You will improve your chances of passing.

However, you may burn yourself out because you're now looking at an entire year of study and prep for the exams.

That said, you'll definitely find it easier to study for only one section at a time.

It will cost a little more than taking both at once.

It will take longer.

Having done it split up I would SUGGEST that it might be the better way to go (split) but it definitely isn't some silver bullet to this exam.


----------



## Mark Leyner (Feb 24, 2014)

on the other hand, if you take both exams the same weekend and pass both, you are done. i don't know how many people successfully pull this off, but some do! good luck


----------



## TehMightyEngineer (Feb 24, 2014)

Very true Mark, not taking both means you automatically can't pass both in a 6 month period.


----------



## mriemer (Feb 26, 2014)

Yes, I have thought of this scenario. The fact is, I am already a PE in Florida, working on getting the NCEES Record now, and taking the 16 hour SE is just because I swore to myself that I would take it. I also am somewhat of a glutton for punishment because I don't have a need for an SE license with the type of work I do. I have a good friend who took the back to back exams and his advice was to break it up because the first day will burn you out. As I get books together and begin to study, I start to get a little more excited about the exam and having that to study for. Another challenge is always fun for me. Thanks for all the advice.


----------



## Lungshen (Mar 24, 2014)

Just want to add my two cents.

I was already PE (structural I ) back in 2005, same as you. I decided to take 16 hrs SE in 2012 because new job requires me to register in all states and some states requires structural II or the new 16 hrs SE. Since I didn't take structural II back then I have no choice but to accept the challenge to take the 16 hrs SE. I strongly recommend take it separately. Even though I passed both on 1st try but boy I tell you after that 8 hours first day my head hurt so much and I just want to go home and relax. There was not a single ounce of juice left in me. Yes there are some people who pulled it off by taking SE back to back and I am pretty sure I am not one of those people. You also need some luck on top of the effort to pull that off.

Average prep time for each 8 hrs is about 150 to 200 hours. Assuming you are working full time and have family duties, and some social life, give yourself 3 months of prep time, it's hard to cramp 300 hours to 400 hours into 3 months.

Being a PE already helps cut down the prep time. I didn't spend as much time preparing the vertical as I was back in 2005 because I already knew the material.

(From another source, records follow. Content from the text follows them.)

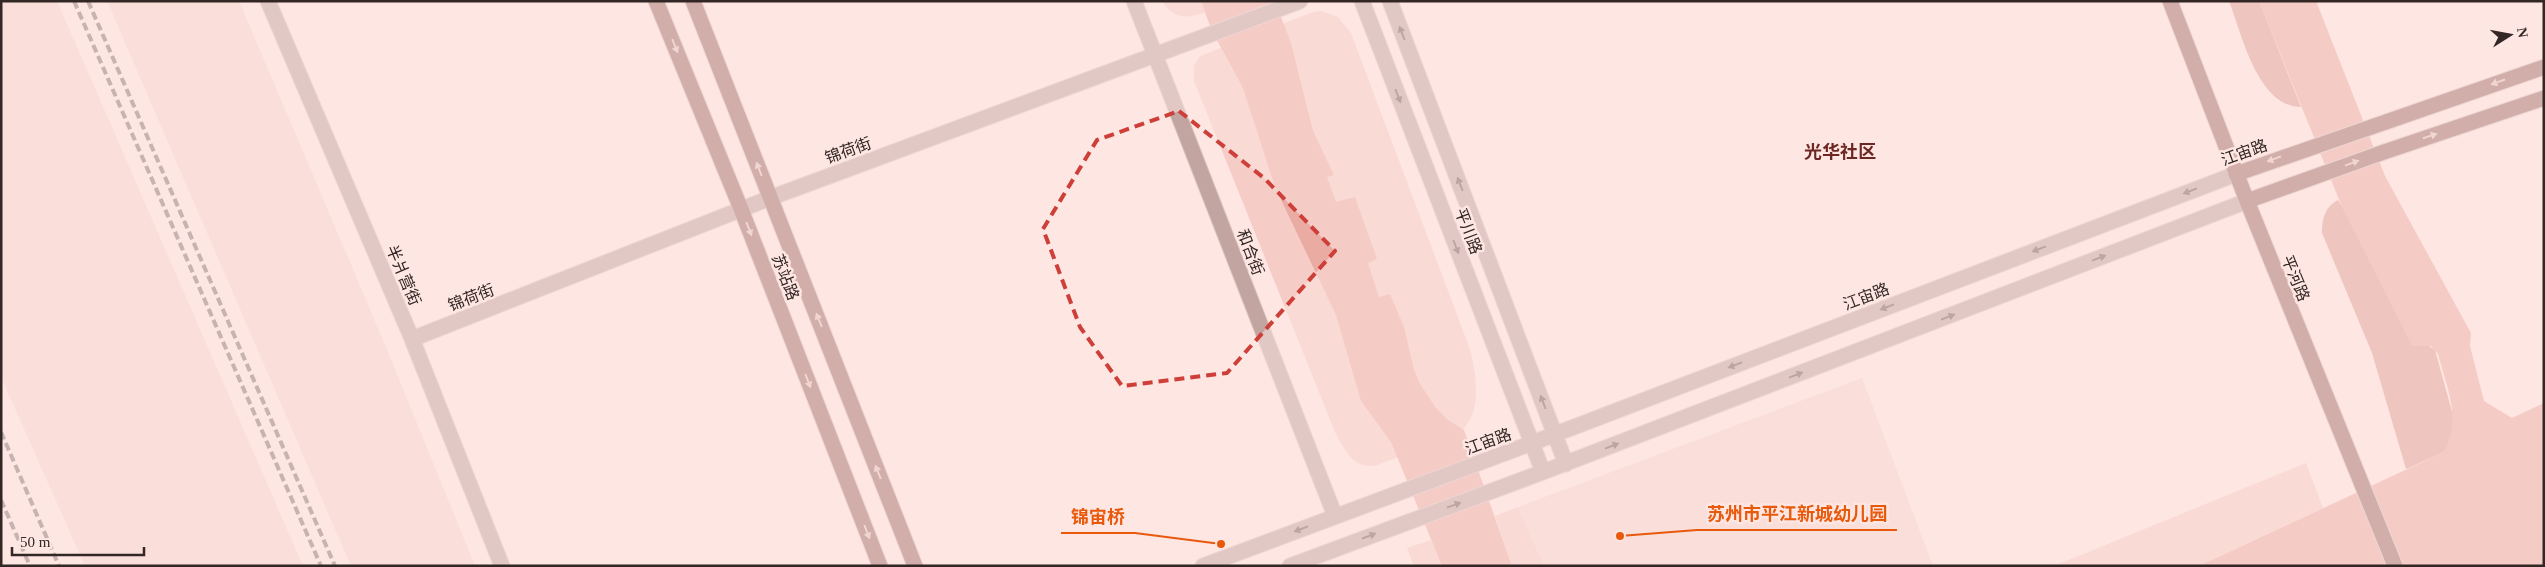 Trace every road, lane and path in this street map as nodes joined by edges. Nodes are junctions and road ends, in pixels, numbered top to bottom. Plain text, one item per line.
1 (268, 1) edge
2 (656, 1) edge
3 (694, 1) edge
4 (1134, 1) edge
5 (1300, 1) edge
6 (1362, 1) edge
7 (1390, 1) edge
8 (2170, 1) edge
9 (1155, 54) junction
10 (2544, 67) edge
11 (2544, 98) edge
12 (2236, 174) junction
13 (770, 198) junction
14 (2247, 201) junction
15 (741, 210) junction
16 (412, 339) junction
17 (1555, 434) junction
18 (1532, 444) junction
19 (1566, 464) junction
20 (1543, 472) junction
21 (1335, 516) junction
22 (502, 566) edge
23 (880, 566) edge
24 (916, 566) edge
25 (1203, 566) edge
26 (1290, 566) edge
27 (2395, 566) edge

1 - 16 street, 半爿营街
2 -> 15 main road, 苏站路
13 -> 3 main road, 苏站路
4 - 9 street, 和合街
5 - 9 street, 锦荷街
6 -> 18 street, 平川路
17 -> 7 street, 平川路
8 - 12 main road, 平河路
9 - 13 street, 锦荷街
9 - 21 street, 和合街
10 -> 12 main road, 江宙路
14 -> 11 main road
12 - 14 main road, 平河路
12 -> 17 street, 江宙路
13 - 15 street, 锦荷街
24 -> 13 main road, 苏站路
19 -> 14 street
14 - 27 main road, 平河路
15 - 16 street, 锦荷街
15 -> 23 main road, 苏站路
16 - 22 street, 半爿营街
17 - 18 street, 江宙路
17 - 19 street, 平川路
18 - 20 street, 平川路
18 - 21 street, 江宙路
19 - 20 street
26 -> 20 street
21 -> 25 street, 江宙路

Boy talk about getting burned out...I spent whole year preping SE and then another year on CA special seismic and survey. I swear this survey I am taking is going to be the last exam I'll ever take! I was quite a PC gamer and loves outdoor hiking on weekends with wife. I haven't done that for two years all because of one exam after another...

I did got myself a good 9% raise and a hefty bonus this year though because my licensures of 40 states and counting. However, my duty and responsibility increase as a principal of record and mistakes are bound to happen with my name on the drawing...


----------



## Mark Leyner (Mar 24, 2014)

Just to provide a counterpoint - I took both 8 hour SE exams on the Friday-Saturday in one exam administration. I took the exams in Chicago because I "needed" the SE in Illinois and at the time, Illinois was not granting reciprocity for the SE taken in other jurisdictions. I drove 8 hours to Chicago on Thursday and back home on Sunday. I wanted to put in more time studying, but I only got about 200 hours of exam prep specifically for these exams. I have posted about my prep, my circumstances, and my thoughts about it in other threads, so I won't reiterate all of that here.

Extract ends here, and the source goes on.